Could you report every line of the listing below that holds the word "General"?

+++ DATA +++

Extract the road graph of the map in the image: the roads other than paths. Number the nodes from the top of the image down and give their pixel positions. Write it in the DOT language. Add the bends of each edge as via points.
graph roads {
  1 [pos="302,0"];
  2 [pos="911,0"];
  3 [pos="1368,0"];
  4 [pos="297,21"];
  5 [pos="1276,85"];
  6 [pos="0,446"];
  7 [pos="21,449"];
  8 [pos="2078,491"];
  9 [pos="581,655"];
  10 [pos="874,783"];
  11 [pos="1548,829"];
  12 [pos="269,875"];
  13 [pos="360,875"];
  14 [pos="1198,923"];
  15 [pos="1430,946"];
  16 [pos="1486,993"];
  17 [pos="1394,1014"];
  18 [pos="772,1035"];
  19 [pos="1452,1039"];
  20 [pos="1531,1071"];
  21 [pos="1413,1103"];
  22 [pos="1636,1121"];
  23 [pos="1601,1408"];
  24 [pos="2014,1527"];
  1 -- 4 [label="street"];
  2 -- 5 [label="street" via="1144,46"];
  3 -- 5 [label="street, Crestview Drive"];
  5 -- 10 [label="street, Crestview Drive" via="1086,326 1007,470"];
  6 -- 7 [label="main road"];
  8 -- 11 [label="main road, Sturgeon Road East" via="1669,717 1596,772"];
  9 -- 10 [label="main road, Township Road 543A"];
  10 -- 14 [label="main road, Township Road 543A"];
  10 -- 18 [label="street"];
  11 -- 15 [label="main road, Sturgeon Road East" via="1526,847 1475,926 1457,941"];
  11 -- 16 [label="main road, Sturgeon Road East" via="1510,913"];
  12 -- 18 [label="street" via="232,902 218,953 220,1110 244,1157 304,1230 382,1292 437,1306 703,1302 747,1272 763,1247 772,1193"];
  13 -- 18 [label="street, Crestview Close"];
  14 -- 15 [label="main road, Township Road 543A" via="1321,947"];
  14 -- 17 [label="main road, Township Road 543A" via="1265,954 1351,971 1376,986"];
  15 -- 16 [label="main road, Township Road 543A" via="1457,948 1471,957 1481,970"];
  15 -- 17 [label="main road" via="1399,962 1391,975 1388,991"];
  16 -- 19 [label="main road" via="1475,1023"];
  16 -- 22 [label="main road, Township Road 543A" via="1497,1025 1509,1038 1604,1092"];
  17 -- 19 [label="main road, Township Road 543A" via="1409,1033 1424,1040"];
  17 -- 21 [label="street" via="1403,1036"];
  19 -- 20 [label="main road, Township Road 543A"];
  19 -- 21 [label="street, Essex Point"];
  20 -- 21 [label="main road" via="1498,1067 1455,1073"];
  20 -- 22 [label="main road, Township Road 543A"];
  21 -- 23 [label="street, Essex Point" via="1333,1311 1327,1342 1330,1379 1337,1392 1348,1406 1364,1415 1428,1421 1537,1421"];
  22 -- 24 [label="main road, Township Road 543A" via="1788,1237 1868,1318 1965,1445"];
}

+++
+++ DATA +++

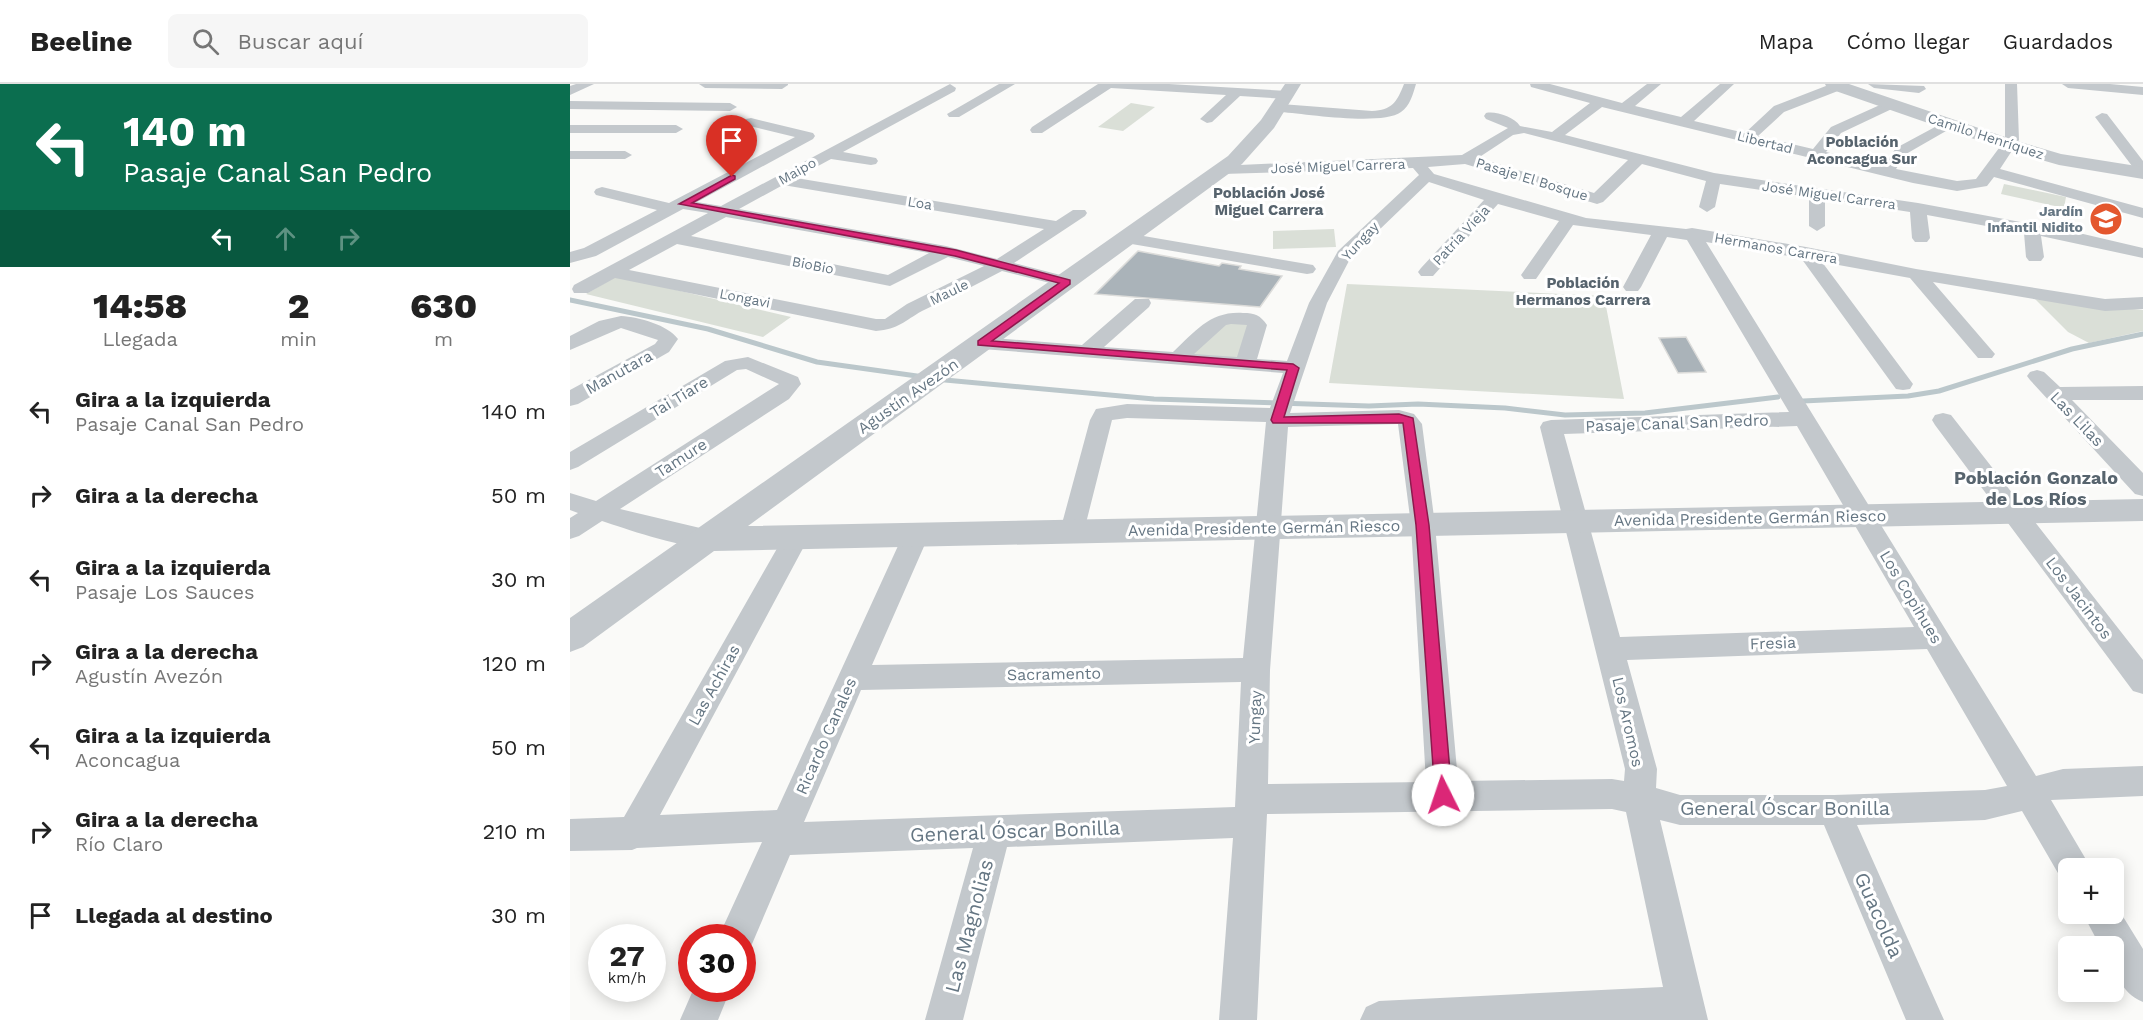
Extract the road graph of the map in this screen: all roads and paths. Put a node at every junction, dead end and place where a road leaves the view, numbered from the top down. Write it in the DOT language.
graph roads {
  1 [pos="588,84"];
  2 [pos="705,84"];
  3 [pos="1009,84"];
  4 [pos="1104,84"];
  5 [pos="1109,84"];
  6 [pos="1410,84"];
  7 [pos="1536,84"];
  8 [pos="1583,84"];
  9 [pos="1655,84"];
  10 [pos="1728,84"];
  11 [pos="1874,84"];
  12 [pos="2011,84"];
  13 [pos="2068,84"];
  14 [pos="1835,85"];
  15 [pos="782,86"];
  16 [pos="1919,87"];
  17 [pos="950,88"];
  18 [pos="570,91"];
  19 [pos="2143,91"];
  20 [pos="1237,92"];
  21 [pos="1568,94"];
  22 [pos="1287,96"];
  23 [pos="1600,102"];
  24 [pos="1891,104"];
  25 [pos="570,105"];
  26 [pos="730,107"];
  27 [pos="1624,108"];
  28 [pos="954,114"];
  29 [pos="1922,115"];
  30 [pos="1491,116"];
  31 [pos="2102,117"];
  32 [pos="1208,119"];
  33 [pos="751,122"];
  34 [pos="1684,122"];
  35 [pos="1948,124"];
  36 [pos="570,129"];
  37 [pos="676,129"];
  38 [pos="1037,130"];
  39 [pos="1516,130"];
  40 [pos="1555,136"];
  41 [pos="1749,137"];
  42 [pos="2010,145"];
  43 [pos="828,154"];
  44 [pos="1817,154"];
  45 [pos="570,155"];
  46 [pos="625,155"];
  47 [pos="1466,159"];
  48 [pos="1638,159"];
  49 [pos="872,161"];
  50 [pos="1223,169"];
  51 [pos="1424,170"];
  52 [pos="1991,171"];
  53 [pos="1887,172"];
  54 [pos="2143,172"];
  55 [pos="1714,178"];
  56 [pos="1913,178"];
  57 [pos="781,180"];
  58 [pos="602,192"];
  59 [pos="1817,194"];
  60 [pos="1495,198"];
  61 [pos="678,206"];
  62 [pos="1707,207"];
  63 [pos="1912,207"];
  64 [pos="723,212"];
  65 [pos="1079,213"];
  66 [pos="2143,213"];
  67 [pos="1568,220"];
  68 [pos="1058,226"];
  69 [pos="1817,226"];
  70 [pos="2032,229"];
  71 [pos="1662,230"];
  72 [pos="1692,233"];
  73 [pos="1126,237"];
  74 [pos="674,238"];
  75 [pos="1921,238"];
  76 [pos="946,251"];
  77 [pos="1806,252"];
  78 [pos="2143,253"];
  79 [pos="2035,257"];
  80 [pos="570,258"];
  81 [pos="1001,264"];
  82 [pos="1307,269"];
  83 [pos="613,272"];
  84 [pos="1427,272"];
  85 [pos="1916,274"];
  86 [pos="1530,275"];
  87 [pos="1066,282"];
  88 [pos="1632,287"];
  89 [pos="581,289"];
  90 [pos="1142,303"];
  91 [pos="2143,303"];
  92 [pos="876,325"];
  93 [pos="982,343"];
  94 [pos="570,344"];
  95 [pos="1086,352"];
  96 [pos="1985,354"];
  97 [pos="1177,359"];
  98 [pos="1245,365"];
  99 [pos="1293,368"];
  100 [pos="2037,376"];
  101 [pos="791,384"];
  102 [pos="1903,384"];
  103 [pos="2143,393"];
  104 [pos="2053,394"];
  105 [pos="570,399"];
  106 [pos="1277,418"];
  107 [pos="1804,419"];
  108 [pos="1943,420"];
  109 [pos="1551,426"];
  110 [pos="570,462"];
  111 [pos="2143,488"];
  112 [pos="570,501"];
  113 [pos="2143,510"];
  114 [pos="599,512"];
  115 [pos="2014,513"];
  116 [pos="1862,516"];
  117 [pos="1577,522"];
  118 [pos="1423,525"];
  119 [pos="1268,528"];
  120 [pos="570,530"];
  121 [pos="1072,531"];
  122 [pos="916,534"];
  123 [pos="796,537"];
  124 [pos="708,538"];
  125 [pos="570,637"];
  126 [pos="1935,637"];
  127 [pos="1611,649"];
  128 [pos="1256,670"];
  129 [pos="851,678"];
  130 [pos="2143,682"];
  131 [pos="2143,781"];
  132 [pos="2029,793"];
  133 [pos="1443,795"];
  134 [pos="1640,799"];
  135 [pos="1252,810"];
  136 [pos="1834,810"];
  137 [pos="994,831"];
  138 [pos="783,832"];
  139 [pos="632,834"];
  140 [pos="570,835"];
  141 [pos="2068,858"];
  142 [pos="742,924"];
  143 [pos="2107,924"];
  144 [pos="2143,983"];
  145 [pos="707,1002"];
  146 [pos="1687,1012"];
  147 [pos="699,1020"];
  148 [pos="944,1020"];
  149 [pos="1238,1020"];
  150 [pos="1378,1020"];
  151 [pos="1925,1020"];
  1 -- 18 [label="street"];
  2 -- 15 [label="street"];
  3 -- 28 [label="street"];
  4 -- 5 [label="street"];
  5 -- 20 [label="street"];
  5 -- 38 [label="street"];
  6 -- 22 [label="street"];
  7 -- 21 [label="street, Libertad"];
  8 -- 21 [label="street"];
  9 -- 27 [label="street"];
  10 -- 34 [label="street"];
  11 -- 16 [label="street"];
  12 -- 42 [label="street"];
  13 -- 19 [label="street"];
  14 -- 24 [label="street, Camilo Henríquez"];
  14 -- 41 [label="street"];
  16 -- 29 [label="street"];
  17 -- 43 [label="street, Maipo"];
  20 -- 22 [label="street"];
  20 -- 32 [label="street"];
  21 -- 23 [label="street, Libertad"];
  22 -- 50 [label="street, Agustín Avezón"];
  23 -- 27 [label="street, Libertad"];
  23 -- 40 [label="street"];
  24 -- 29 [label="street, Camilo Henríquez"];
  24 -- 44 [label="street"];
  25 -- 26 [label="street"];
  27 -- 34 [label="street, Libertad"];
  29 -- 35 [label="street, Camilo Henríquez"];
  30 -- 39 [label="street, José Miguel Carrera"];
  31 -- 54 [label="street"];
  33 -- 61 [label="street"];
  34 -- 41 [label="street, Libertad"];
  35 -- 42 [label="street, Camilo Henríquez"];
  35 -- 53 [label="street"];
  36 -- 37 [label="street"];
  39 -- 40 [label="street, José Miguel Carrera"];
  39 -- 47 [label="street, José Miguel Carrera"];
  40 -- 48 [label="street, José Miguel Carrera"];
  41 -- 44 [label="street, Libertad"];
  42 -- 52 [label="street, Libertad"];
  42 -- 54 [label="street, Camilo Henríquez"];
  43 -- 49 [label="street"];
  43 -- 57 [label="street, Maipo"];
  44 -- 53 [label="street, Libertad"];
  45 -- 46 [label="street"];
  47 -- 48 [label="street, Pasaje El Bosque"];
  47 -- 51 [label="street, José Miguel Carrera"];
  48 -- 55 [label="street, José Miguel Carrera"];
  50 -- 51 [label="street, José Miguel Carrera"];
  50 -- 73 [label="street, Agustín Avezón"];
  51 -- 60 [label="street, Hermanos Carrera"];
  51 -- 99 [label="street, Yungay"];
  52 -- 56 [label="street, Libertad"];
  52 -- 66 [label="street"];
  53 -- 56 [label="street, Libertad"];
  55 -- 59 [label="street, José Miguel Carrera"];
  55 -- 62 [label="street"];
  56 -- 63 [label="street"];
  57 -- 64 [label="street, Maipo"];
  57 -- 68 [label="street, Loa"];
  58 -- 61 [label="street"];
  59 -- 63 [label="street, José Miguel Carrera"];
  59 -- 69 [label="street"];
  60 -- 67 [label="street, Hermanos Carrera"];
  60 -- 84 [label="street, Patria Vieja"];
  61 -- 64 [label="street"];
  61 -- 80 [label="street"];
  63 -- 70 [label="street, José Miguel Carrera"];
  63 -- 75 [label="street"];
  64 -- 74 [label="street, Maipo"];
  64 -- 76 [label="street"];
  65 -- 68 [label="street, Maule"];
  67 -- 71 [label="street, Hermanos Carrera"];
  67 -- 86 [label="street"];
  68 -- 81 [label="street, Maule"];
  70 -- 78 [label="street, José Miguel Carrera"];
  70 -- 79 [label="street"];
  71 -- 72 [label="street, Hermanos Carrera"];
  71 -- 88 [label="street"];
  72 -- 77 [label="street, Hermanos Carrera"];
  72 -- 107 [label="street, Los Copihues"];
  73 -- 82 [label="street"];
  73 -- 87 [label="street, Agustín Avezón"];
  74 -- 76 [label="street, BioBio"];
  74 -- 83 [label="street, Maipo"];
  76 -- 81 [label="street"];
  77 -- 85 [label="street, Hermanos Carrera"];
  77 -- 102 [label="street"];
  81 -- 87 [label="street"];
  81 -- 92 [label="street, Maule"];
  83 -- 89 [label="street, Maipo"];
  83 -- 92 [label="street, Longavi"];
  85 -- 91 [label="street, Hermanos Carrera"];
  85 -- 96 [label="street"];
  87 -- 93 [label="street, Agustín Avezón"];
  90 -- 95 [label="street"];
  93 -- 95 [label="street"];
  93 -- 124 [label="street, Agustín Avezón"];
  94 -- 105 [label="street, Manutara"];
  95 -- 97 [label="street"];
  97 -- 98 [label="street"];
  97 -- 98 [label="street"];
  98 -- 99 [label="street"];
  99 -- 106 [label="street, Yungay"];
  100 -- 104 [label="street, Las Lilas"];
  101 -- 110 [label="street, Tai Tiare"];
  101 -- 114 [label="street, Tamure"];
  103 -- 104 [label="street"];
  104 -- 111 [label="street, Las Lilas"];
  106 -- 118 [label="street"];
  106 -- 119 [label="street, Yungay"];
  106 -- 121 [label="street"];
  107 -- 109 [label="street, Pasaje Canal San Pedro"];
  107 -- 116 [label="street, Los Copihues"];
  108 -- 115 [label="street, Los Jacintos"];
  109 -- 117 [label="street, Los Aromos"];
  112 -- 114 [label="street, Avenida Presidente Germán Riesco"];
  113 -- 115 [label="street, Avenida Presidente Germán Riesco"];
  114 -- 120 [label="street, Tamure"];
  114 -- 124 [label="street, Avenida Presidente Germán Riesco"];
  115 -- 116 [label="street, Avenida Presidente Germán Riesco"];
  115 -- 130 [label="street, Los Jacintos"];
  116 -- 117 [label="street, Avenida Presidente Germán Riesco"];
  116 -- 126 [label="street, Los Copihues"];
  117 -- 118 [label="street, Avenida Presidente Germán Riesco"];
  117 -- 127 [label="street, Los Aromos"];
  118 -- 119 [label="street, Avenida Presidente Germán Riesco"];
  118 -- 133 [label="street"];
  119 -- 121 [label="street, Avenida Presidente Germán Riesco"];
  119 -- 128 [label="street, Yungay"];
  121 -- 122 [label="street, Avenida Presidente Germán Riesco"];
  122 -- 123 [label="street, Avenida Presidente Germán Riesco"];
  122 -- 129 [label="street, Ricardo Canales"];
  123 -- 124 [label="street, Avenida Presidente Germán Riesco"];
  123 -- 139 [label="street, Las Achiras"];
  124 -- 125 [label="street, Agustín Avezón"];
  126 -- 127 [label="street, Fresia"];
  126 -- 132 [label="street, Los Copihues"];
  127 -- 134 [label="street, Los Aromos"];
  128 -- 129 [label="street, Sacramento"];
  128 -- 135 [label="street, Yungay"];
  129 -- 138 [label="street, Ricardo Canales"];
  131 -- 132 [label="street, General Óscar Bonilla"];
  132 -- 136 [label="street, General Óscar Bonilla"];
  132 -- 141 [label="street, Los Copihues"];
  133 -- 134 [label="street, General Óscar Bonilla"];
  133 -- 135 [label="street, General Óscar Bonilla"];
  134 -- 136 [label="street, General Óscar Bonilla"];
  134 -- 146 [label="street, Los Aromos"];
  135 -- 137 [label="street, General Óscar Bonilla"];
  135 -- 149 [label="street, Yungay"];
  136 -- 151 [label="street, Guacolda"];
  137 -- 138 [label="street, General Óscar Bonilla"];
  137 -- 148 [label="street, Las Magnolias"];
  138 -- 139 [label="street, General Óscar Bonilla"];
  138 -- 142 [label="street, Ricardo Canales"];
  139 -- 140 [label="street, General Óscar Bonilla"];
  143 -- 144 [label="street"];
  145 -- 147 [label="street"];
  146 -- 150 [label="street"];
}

+++

> [EXPECTED ANSWER]:
  131 -- 132 [label="street, General Óscar Bonilla"];
  132 -- 136 [label="street, General Óscar Bonilla"];
  133 -- 134 [label="street, General Óscar Bonilla"];
  133 -- 135 [label="street, General Óscar Bonilla"];
  134 -- 136 [label="street, General Óscar Bonilla"];
  135 -- 137 [label="street, General Óscar Bonilla"];
  137 -- 138 [label="street, General Óscar Bonilla"];
  138 -- 139 [label="street, General Óscar Bonilla"];
  139 -- 140 [label="street, General Óscar Bonilla"];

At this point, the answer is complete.